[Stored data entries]

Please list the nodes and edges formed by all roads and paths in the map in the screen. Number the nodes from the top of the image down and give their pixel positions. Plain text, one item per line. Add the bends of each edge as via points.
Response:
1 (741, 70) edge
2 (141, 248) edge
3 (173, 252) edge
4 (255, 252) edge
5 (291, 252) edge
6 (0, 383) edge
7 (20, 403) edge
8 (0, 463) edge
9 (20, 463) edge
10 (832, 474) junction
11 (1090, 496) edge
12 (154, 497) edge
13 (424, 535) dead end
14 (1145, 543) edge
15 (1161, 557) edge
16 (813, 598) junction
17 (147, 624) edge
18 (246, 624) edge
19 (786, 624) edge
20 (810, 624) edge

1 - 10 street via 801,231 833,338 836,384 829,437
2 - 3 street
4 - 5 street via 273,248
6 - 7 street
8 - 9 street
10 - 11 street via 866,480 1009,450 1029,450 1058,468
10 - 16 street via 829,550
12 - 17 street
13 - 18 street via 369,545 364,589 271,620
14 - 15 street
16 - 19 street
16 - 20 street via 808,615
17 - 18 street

### Exercise instructions:
Repeat the data verbatim, line after line, leaving nothing out.

### Expected answer:
Please list the nodes and edges formed by all roads and paths in the map in the screen. Number the nodes from the top of the image down and give their pixel positions. Plain text, one item per line. Add the bends of each edge as via points.
Response:
1 (741, 70) edge
2 (141, 248) edge
3 (173, 252) edge
4 (255, 252) edge
5 (291, 252) edge
6 (0, 383) edge
7 (20, 403) edge
8 (0, 463) edge
9 (20, 463) edge
10 (832, 474) junction
11 (1090, 496) edge
12 (154, 497) edge
13 (424, 535) dead end
14 (1145, 543) edge
15 (1161, 557) edge
16 (813, 598) junction
17 (147, 624) edge
18 (246, 624) edge
19 (786, 624) edge
20 (810, 624) edge

1 - 10 street via 801,231 833,338 836,384 829,437
2 - 3 street
4 - 5 street via 273,248
6 - 7 street
8 - 9 street
10 - 11 street via 866,480 1009,450 1029,450 1058,468
10 - 16 street via 829,550
12 - 17 street
13 - 18 street via 369,545 364,589 271,620
14 - 15 street
16 - 19 street
16 - 20 street via 808,615
17 - 18 street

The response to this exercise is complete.